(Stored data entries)
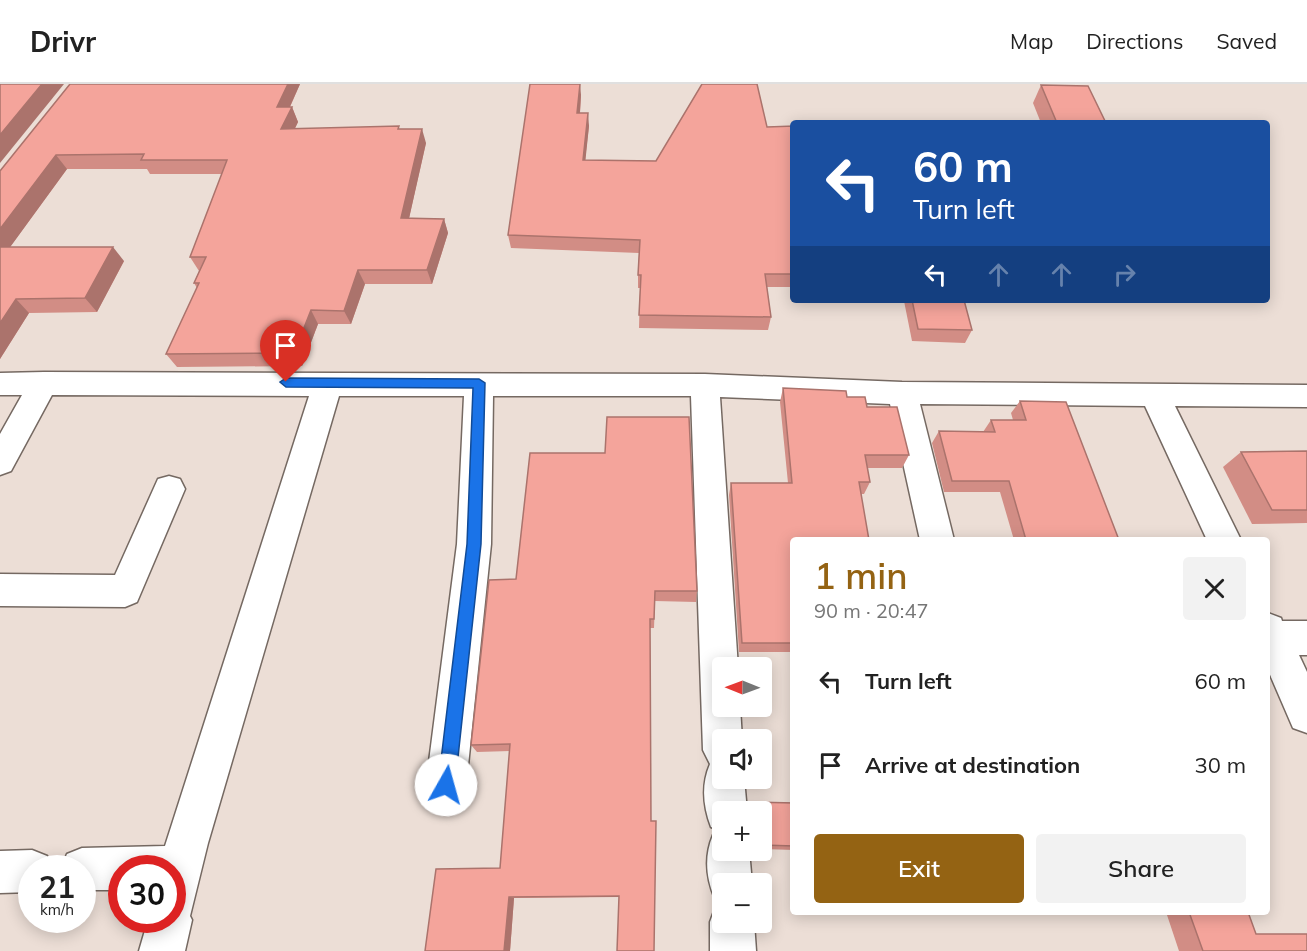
<!DOCTYPE html>
<html lang="en">
<head>
<meta charset="utf-8">
<style>
  :root { --surface:#fff; --page:#f2f2f2; --text:#222; --muted:#767676; --line:#e0e0e0; --accent:#946313 }
  body { margin:0; font-family:Mulish,sans-serif; background:var(--page); color:var(--text); height:100vh; display:flex; flex-direction:column; font-size:22px; white-space:nowrap }
  * { box-sizing:border-box; margin:0 }
  p { font-size:20px; color:var(--muted) }
  .icon { flex:none; width:33px; height:33px; fill:none; stroke:currentColor; stroke-width:2; stroke-linecap:round; stroke-linejoin:round }
  .map { position:relative; flex:1; overflow:hidden }
  .side { position:absolute; left:790px; top:453px; width:480px; height:378px; display:flex; flex-direction:column; background:var(--surface); border-radius:6px; box-shadow:0 3px 15px #0003 }
  .side>* { flex:none }
  .banner { position:absolute; left:790px; top:36px; width:480px; height:183px; border-radius:6px; box-shadow:0 3px 15px #0003; background:#1a4fa0; color:#fff; overflow:hidden }
  .needle { width:39px; rotate:271deg }
  .tools { position:absolute; left:712px; top:573px; display:grid; gap:12px }
  .tools a { display:grid; place-items:center; width:60px; height:60px; border-radius:6px; background:var(--surface); box-shadow:0 3px 15px #0003; font-size:30px }
  .speed { position:absolute; left:18px; top:771px; display:flex; gap:12px; font-size:30px; font-weight:700; text-align:center }
  .speed>* { display:grid; place-content:center; width:78px; height:78px; border-radius:50%; background:var(--surface); box-shadow:0 3px 15px #0003; line-height:1 }
  .speed small { font-size:15px; font-weight:400 }
  .speed .limit { border:9px solid #d22; background:#fff; color:#111 }
  .pin { position:absolute; display:grid; place-items:center; width:51px; height:51px; color:#fff; margin:-62px -26px; border-radius:50% 50% 50% 0; rotate:-45deg; box-shadow:0 0 6px #0007 }
  .pin .icon { rotate:45deg }
  .me { position:absolute; width:66px; margin:-33px; rotate:7deg; stroke-linejoin:round; filter:drop-shadow(0 0 4px #0008) }
  .turn { display:flex; align-items:center; gap:21px; height:126px; padding:0 24px; font-size:27px }
  .turn .icon { width:78px; height:78px; stroke-width:2.5 }
  .turn b { display:block; font-size:42px; line-height:51px }
  .lanes { display:flex; align-items:center; height:57px; padding:0 24px; background:#0003; justify-content:center; gap:30px; direction:ltr }
  .lanes .off { opacity:.35 }
  .round { display:grid; place-items:center; flex:none; width:63px; height:63px; border-radius:6px; background:var(--page) }
  .summary { display:flex; align-items:center; justify-content:space-between; height:102px; padding:0 24px }
  h1 { font-size:36px; font-weight:600; line-height:45px; color:var(--accent) }
  .cta { display:flex; gap:12px; margin-top:auto; padding:12px 24px }
  .cta a { flex:1; height:69px; border-radius:6px; background:var(--accent); color:#fff; font-size:24px; font-weight:600; line-height:69px; text-align:center }
  .cta a+a { background:var(--page); color:var(--text) }
  ul { padding:0; list-style:none }
  li { display:flex; align-items:center; gap:18px; height:84px; padding:0 24px }
  li div { flex:1 }
  li b { display:block; font-size:22px }
  li em { font-style:normal }
  header { display:flex; align-items:center; gap:36px; box-sizing:border-box; height:84px; padding:0 30px; background:var(--surface); border-bottom:2px solid var(--line) }
  header strong { font-size:28px }
  nav { display:flex; gap:33px; margin-inline-start:auto; font-size:21px }
  .map>svg:first-child { display:block }
  .lines { fill:none; stroke-linecap:round; stroke-linejoin:round }
  .minor-casing { stroke:#756962; stroke-width:3 }
  .minor { fill:#fff; fill-rule:evenodd }
  .wall { fill:#d28d85 }
  .shaded-wall { fill:#ab736c }
  .building { fill:#f4a49b; stroke:#ab736c; stroke-width:1.5 }
  .route { fill:#1a73e8; stroke:#114b97; stroke-width:1.5 }
</style>
</head>
<body>
<header>
<strong>Drivr</strong>
<nav><a>Map</a><a>Directions</a><a>Saved</a></nav>
</header>
<div class="map">
<svg width="1307" height="867" viewBox="0 0 1307 867">
  <rect width="100%" height="100%" fill="#ecded6"/>
  <g class="lines">
    <defs>
      <g id="minor">
        <path d="M44 288 705 290 902 298 1307 301V323L1175 322 1241 456H1207L1145 322 920 320 954 456H920L890 320 720 313 738 584H723V622H740L742 656H723V694H744L747 728H723V766H749L752 800H723V819L715 815C706 794 704 772 713 751L722 747 711 743C703 722 701 701 710 680L703 666 691 312H493L491 460 466 701 460 715 446 721 432 715 426 701 457 460 464 312H339L208 759 190 832 192 836 185 867H139L148 836H172V784H122V806H82V784H61L67 770 82 764 165 762 309 312 52 311 11 387 0 391V350L22 311H0V289Z"/>
        <polygon points="169,392 180,395 185,405 137,518 125,523 0,522 0,490 115,491 158,395"/>
        <polygon points="1268,529 1281,534 1282,537 1307,537 1307,571 1299,571 1307,588 1307,649 1293,644 1268,586"/>
        <polygon points="32,766 47,772 52,784 32,784 32,808 0,809 0,767"/>
        <polygon points="723,820 723,838 754,838 756,867 710,867 710,838 716,822"/>
      </g>
    </defs>
    <use href="#minor" class="minor-casing"/>
    <use href="#minor" class="minor"/>
  </g>
  <g class="wall">
    <polygon points="70,0 300,0 290,23 292,23 298,38 295,44 400,45 426,59 409,134 444,135 448,149 432,200 365,200 351,240 318,240 302,282 177,283 166,270 197,204 194,199 199,187 190,173 222,90 150,90 147,85 67,85 10,163 124,177 97,228 29,229 0,275 0,87"/>
    <polygon points="1041,1 1106,39 1041,39 1033,19"/>
    <polygon points="581,11 580,29 589,42 585,76 656,77 767,43 794,42 794,203 767,203 771,233 768,246 639,244 640,204 638,204 638,191 639,169 511,164 508,151"/>
    <polygon points="836,216 964,216 972,246 965,259 912,257 904,217"/>
    <polygon points="783,304 847,313 867,323 909,371 902,384 867,384 870,398 864,410 861,410 794,456 794,568 739,568 729,411 731,399 788,399 780,318"/>
    <polygon points="1020,317 1119,456 1014,456 1000,408 944,408 932,359 939,347 983,348 991,336 1013,336 1011,329"/>
    <polygon points="1307,367 1307,439 1252,440 1223,383 1241,368"/>
    <polygon points="605,369 697,507 696,518 655,517 654,544 650,544 619,813 514,814 510,867 425,867 500,784 510,667 477,668 471,661 516,495"/>
    <polygon points="752,718 794,719 794,766 762,765 762,728 743,728 744,726 749,725 749,723"/>
    <polygon points="1166,828 1248,828 1256,850 1307,867 1179,867"/>
  </g>
  <g class="shaded-wall">
    <polygon points="42,0 64,0 0,79 0,51"/>
    <polygon points="288,0 300,0 283,38 277,23"/>
    <polygon points="580,0 581,11 579,42 577,29"/>
    <polygon points="292,23 298,38 288,59 281,45"/>
    <polygon points="588,29 589,42 584,90 583,76"/>
    <polygon points="422,45 426,59 406,148 401,134"/>
    <polygon points="56,71 67,85 0,177 0,145"/>
    <polygon points="444,135 448,149 432,200 427,186"/>
    <polygon points="113,163 124,177 97,228 85,214"/>
    <polygon points="358,186 365,200 351,240 344,227"/>
    <polygon points="16,215 29,229 0,275 0,239"/>
    <polygon points="311,226 318,240 302,282 294,269"/>
    <polygon points="509,813 514,814 510,867 504,867"/>
  </g>
  <g class="building">
    <polygon points="0,0 42,0 0,51"/>
    <polygon points="70,0 288,0 277,23 292,23 281,45 399,42 398,45 422,45 401,134 444,135 427,186 358,186 344,227 311,226 294,269 166,270 199,199 194,199 206,173 190,173 227,76 141,76 144,70 56,71 0,145 0,87"/>
    <polygon points="530,0 580,0 577,29 588,29 583,76 656,77 702,0 757,0 767,43 794,42 794,190 765,190 771,233 639,231 641,191 638,191 640,156 508,151"/>
    <polygon points="1041,1 1088,2 1106,39 1057,39"/>
    <polygon points="0,163 113,163 85,214 16,215 0,239"/>
    <polygon points="912,216 964,216 972,246 918,245"/>
    <polygon points="783,304 846,307 847,313 865,313 867,323 897,323 909,371 865,371 870,398 859,398 869,456 794,456 794,559 742,559 731,399 792,399"/>
    <polygon points="1020,317 1066,318 1119,456 1026,456 1009,397 952,397 939,347 995,348 991,336 1026,336"/>
    <polygon points="607,333 689,333 697,507 655,507 654,535 650,535 651,737 656,737 654,867 617,867 619,812 509,813 504,867 425,867 436,785 500,784 510,660 471,661 489,496 516,495 530,369 605,369"/>
    <polygon points="1307,367 1307,426 1272,426 1241,368"/>
    <polygon points="752,718 794,719 794,762 762,761 762,728 744,728 744,726 752,725"/>
    <polygon points="1189,828 1248,828 1256,850 1307,850 1307,867 1203,867"/>
  </g>
  <polygon class="route" points="286,294 479,295 485,299 481,460 455,701 452,707 446,710 440,707 438,701 467,460 473,304 286,303 280,298"/>
</svg>
<div class="tools">
<a><svg class="needle" viewBox="-14 -14 28 28"><path d="M0-13l5 13h-10z" fill="#e53935"/><path d="M0 13l5-13h-10z" fill="#767676"/></svg></a>
<a><svg class="icon" aria-label="sound" viewBox="0 0 24 24"><path d="M4 9h4l5-4v14l-5-4H4zM17 9q2 3 0 6"/></svg></a>
<a>+</a>
<a>−</a>
</div>
<div class="speed"><div>21<small>km/h</small></div><div class="limit">30</div></div>
<div class="pin" style="left:286px;top:298px;background:#d93025"><svg class="icon" aria-label="arrive" viewBox="0 0 24 24"><path d="M6 21V4h12l-3 4 3 4H6"/></svg></div>
<svg class="me" style="left:446px;top:701px" viewBox="-20 -20 40 40"><circle r="19" fill="#fff"/><path d="M0-13L10 11 0 6-10 11z" fill="#1a73e8"/></svg>
<div class="banner">
<div class="turn"><svg class="icon" aria-label="left" viewBox="0 0 24 24"><path d="M17 20v-9H6M10 6l-5 5 5 5"/></svg><div><b>60 m</b>Turn left</div></div>
<div class="lanes"><svg class="icon" aria-label="left" viewBox="0 0 24 24"><path d="M17 20v-9H6M10 6l-5 5 5 5"/></svg><svg class="icon off" aria-label="ahead" viewBox="0 0 24 24"><path d="M12 20V5M6 11l6-6 6 6"/></svg><svg class="icon off" aria-label="ahead" viewBox="0 0 24 24"><path d="M12 20V5M6 11l6-6 6 6"/></svg><svg class="icon off" aria-label="right" viewBox="0 0 24 24"><path d="M7 20v-9h11M14 6l5 5-5 5"/></svg></div>
</div>
<section class="side">
<div class="summary"><div><h1>1 min</h1><p>90 m · 20:47</p></div><a class="round"><svg class="icon" aria-label="close" viewBox="0 0 24 24"><path d="M6 6l12 12M18 6L6 18"/></svg></a></div>
<ul>
<li><svg class="icon" aria-label="left" viewBox="0 0 24 24"><path d="M17 20v-9H6M10 6l-5 5 5 5"/></svg><div><b>Turn left</b></div><em>60 m</em></li>
<li><svg class="icon" aria-label="arrive" viewBox="0 0 24 24"><path d="M6 21V4h12l-3 4 3 4H6"/></svg><div><b>Arrive at destination</b></div><em>30 m</em></li>
</ul>
<div class="cta"><a>Exit</a><a>Share</a></div>
</section>
</div>
</body>
</html>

* **TASK**
Bring together every line in the entries that holds the string "minor".

* **ANSWER BOX**
  .minor-casing { stroke:#756962; stroke-width:3 }
  .minor { fill:#fff; fill-rule:evenodd }
      <g id="minor">
    <use href="#minor" class="minor-casing"/>
    <use href="#minor" class="minor"/>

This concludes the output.